# Problem details
With the records in front of you, set every one of them down exactly.

━━ Source data

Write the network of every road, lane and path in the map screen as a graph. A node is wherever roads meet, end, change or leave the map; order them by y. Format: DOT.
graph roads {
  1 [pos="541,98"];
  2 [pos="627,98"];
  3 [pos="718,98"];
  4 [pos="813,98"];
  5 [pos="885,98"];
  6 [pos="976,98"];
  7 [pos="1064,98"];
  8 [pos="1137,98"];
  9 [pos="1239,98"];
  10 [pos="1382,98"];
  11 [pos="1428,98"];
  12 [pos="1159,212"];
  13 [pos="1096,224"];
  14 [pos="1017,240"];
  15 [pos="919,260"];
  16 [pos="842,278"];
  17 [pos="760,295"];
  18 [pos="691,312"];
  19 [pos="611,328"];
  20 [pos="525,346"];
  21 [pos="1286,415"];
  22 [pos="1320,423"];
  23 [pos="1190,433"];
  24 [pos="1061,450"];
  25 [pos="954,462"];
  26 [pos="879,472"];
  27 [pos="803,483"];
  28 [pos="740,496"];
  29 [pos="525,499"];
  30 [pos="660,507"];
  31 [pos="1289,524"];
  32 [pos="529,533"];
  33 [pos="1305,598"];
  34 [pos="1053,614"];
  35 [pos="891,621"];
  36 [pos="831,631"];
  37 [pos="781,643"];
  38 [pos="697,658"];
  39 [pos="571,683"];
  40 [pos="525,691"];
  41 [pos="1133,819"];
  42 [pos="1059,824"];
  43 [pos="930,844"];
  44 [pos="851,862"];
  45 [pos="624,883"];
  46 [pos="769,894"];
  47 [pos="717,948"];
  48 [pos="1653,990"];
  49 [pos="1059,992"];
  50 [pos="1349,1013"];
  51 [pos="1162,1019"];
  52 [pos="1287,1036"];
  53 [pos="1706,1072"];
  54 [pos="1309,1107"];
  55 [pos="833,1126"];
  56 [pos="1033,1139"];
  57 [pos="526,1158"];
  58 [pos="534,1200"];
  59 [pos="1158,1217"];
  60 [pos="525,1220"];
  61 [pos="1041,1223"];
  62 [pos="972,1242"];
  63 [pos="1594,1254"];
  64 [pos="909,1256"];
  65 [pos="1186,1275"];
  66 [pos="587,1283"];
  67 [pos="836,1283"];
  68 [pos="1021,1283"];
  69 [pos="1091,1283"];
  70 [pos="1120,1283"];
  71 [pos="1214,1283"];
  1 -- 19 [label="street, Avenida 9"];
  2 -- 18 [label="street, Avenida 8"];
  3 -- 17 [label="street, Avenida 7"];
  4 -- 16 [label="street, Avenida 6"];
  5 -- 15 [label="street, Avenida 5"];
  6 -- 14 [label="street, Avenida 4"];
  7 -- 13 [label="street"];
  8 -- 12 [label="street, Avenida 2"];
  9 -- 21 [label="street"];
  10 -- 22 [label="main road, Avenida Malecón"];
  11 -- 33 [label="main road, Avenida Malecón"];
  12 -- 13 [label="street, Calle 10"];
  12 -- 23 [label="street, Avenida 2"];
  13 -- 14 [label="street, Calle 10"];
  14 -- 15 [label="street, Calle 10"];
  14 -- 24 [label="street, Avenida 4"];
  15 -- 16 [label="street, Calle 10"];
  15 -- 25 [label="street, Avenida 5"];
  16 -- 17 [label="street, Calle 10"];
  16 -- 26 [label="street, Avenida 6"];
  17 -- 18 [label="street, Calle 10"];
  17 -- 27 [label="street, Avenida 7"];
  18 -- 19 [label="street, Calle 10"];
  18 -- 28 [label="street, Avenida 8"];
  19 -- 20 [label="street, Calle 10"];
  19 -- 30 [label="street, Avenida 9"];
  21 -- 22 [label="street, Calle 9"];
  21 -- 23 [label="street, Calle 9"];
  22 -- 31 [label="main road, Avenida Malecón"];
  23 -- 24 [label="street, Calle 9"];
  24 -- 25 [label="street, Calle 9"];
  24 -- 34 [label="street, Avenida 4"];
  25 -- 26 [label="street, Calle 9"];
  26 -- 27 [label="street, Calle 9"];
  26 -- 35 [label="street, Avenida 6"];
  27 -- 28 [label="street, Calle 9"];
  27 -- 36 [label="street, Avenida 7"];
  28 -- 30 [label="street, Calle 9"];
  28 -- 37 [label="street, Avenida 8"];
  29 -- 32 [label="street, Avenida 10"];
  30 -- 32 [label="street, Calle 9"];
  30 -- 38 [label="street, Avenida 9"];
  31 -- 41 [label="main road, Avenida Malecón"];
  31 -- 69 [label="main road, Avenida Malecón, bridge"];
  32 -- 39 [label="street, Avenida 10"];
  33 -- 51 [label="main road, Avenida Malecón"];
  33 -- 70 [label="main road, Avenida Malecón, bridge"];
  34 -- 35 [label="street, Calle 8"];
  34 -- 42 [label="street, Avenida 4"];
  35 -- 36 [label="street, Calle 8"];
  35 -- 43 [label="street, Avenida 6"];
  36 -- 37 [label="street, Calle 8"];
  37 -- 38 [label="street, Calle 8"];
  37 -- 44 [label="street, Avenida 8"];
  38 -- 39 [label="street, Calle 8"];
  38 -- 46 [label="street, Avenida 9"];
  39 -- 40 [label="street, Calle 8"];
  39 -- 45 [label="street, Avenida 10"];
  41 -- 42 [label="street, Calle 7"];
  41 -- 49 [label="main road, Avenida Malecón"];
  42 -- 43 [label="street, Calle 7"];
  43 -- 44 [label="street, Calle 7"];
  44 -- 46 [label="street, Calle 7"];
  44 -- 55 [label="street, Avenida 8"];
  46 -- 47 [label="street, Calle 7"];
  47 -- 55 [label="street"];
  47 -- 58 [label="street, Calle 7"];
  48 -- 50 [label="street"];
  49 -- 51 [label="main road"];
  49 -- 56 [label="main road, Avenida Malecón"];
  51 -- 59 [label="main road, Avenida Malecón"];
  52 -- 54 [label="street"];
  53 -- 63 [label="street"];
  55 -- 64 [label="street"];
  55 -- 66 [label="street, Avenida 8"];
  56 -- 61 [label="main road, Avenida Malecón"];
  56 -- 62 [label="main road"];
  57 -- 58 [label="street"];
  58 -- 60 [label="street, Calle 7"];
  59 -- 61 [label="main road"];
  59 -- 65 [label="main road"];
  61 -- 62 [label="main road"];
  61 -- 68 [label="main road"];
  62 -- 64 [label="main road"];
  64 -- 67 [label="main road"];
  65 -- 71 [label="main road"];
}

━━━━

# Worked solution
Write the network of every road, lane and path in the map screen as a graph. A node is wherever roads meet, end, change or leave the map; order them by y. Format: DOT.
graph roads {
  1 [pos="541,98"];
  2 [pos="627,98"];
  3 [pos="718,98"];
  4 [pos="813,98"];
  5 [pos="885,98"];
  6 [pos="976,98"];
  7 [pos="1064,98"];
  8 [pos="1137,98"];
  9 [pos="1239,98"];
  10 [pos="1382,98"];
  11 [pos="1428,98"];
  12 [pos="1159,212"];
  13 [pos="1096,224"];
  14 [pos="1017,240"];
  15 [pos="919,260"];
  16 [pos="842,278"];
  17 [pos="760,295"];
  18 [pos="691,312"];
  19 [pos="611,328"];
  20 [pos="525,346"];
  21 [pos="1286,415"];
  22 [pos="1320,423"];
  23 [pos="1190,433"];
  24 [pos="1061,450"];
  25 [pos="954,462"];
  26 [pos="879,472"];
  27 [pos="803,483"];
  28 [pos="740,496"];
  29 [pos="525,499"];
  30 [pos="660,507"];
  31 [pos="1289,524"];
  32 [pos="529,533"];
  33 [pos="1305,598"];
  34 [pos="1053,614"];
  35 [pos="891,621"];
  36 [pos="831,631"];
  37 [pos="781,643"];
  38 [pos="697,658"];
  39 [pos="571,683"];
  40 [pos="525,691"];
  41 [pos="1133,819"];
  42 [pos="1059,824"];
  43 [pos="930,844"];
  44 [pos="851,862"];
  45 [pos="624,883"];
  46 [pos="769,894"];
  47 [pos="717,948"];
  48 [pos="1653,990"];
  49 [pos="1059,992"];
  50 [pos="1349,1013"];
  51 [pos="1162,1019"];
  52 [pos="1287,1036"];
  53 [pos="1706,1072"];
  54 [pos="1309,1107"];
  55 [pos="833,1126"];
  56 [pos="1033,1139"];
  57 [pos="526,1158"];
  58 [pos="534,1200"];
  59 [pos="1158,1217"];
  60 [pos="525,1220"];
  61 [pos="1041,1223"];
  62 [pos="972,1242"];
  63 [pos="1594,1254"];
  64 [pos="909,1256"];
  65 [pos="1186,1275"];
  66 [pos="587,1283"];
  67 [pos="836,1283"];
  68 [pos="1021,1283"];
  69 [pos="1091,1283"];
  70 [pos="1120,1283"];
  71 [pos="1214,1283"];
  1 -- 19 [label="street, Avenida 9"];
  2 -- 18 [label="street, Avenida 8"];
  3 -- 17 [label="street, Avenida 7"];
  4 -- 16 [label="street, Avenida 6"];
  5 -- 15 [label="street, Avenida 5"];
  6 -- 14 [label="street, Avenida 4"];
  7 -- 13 [label="street"];
  8 -- 12 [label="street, Avenida 2"];
  9 -- 21 [label="street"];
  10 -- 22 [label="main road, Avenida Malecón"];
  11 -- 33 [label="main road, Avenida Malecón"];
  12 -- 13 [label="street, Calle 10"];
  12 -- 23 [label="street, Avenida 2"];
  13 -- 14 [label="street, Calle 10"];
  14 -- 15 [label="street, Calle 10"];
  14 -- 24 [label="street, Avenida 4"];
  15 -- 16 [label="street, Calle 10"];
  15 -- 25 [label="street, Avenida 5"];
  16 -- 17 [label="street, Calle 10"];
  16 -- 26 [label="street, Avenida 6"];
  17 -- 18 [label="street, Calle 10"];
  17 -- 27 [label="street, Avenida 7"];
  18 -- 19 [label="street, Calle 10"];
  18 -- 28 [label="street, Avenida 8"];
  19 -- 20 [label="street, Calle 10"];
  19 -- 30 [label="street, Avenida 9"];
  21 -- 22 [label="street, Calle 9"];
  21 -- 23 [label="street, Calle 9"];
  22 -- 31 [label="main road, Avenida Malecón"];
  23 -- 24 [label="street, Calle 9"];
  24 -- 25 [label="street, Calle 9"];
  24 -- 34 [label="street, Avenida 4"];
  25 -- 26 [label="street, Calle 9"];
  26 -- 27 [label="street, Calle 9"];
  26 -- 35 [label="street, Avenida 6"];
  27 -- 28 [label="street, Calle 9"];
  27 -- 36 [label="street, Avenida 7"];
  28 -- 30 [label="street, Calle 9"];
  28 -- 37 [label="street, Avenida 8"];
  29 -- 32 [label="street, Avenida 10"];
  30 -- 32 [label="street, Calle 9"];
  30 -- 38 [label="street, Avenida 9"];
  31 -- 41 [label="main road, Avenida Malecón"];
  31 -- 69 [label="main road, Avenida Malecón, bridge"];
  32 -- 39 [label="street, Avenida 10"];
  33 -- 51 [label="main road, Avenida Malecón"];
  33 -- 70 [label="main road, Avenida Malecón, bridge"];
  34 -- 35 [label="street, Calle 8"];
  34 -- 42 [label="street, Avenida 4"];
  35 -- 36 [label="street, Calle 8"];
  35 -- 43 [label="street, Avenida 6"];
  36 -- 37 [label="street, Calle 8"];
  37 -- 38 [label="street, Calle 8"];
  37 -- 44 [label="street, Avenida 8"];
  38 -- 39 [label="street, Calle 8"];
  38 -- 46 [label="street, Avenida 9"];
  39 -- 40 [label="street, Calle 8"];
  39 -- 45 [label="street, Avenida 10"];
  41 -- 42 [label="street, Calle 7"];
  41 -- 49 [label="main road, Avenida Malecón"];
  42 -- 43 [label="street, Calle 7"];
  43 -- 44 [label="street, Calle 7"];
  44 -- 46 [label="street, Calle 7"];
  44 -- 55 [label="street, Avenida 8"];
  46 -- 47 [label="street, Calle 7"];
  47 -- 55 [label="street"];
  47 -- 58 [label="street, Calle 7"];
  48 -- 50 [label="street"];
  49 -- 51 [label="main road"];
  49 -- 56 [label="main road, Avenida Malecón"];
  51 -- 59 [label="main road, Avenida Malecón"];
  52 -- 54 [label="street"];
  53 -- 63 [label="street"];
  55 -- 64 [label="street"];
  55 -- 66 [label="street, Avenida 8"];
  56 -- 61 [label="main road, Avenida Malecón"];
  56 -- 62 [label="main road"];
  57 -- 58 [label="street"];
  58 -- 60 [label="street, Calle 7"];
  59 -- 61 [label="main road"];
  59 -- 65 [label="main road"];
  61 -- 62 [label="main road"];
  61 -- 68 [label="main road"];
  62 -- 64 [label="main road"];
  64 -- 67 [label="main road"];
  65 -- 71 [label="main road"];
}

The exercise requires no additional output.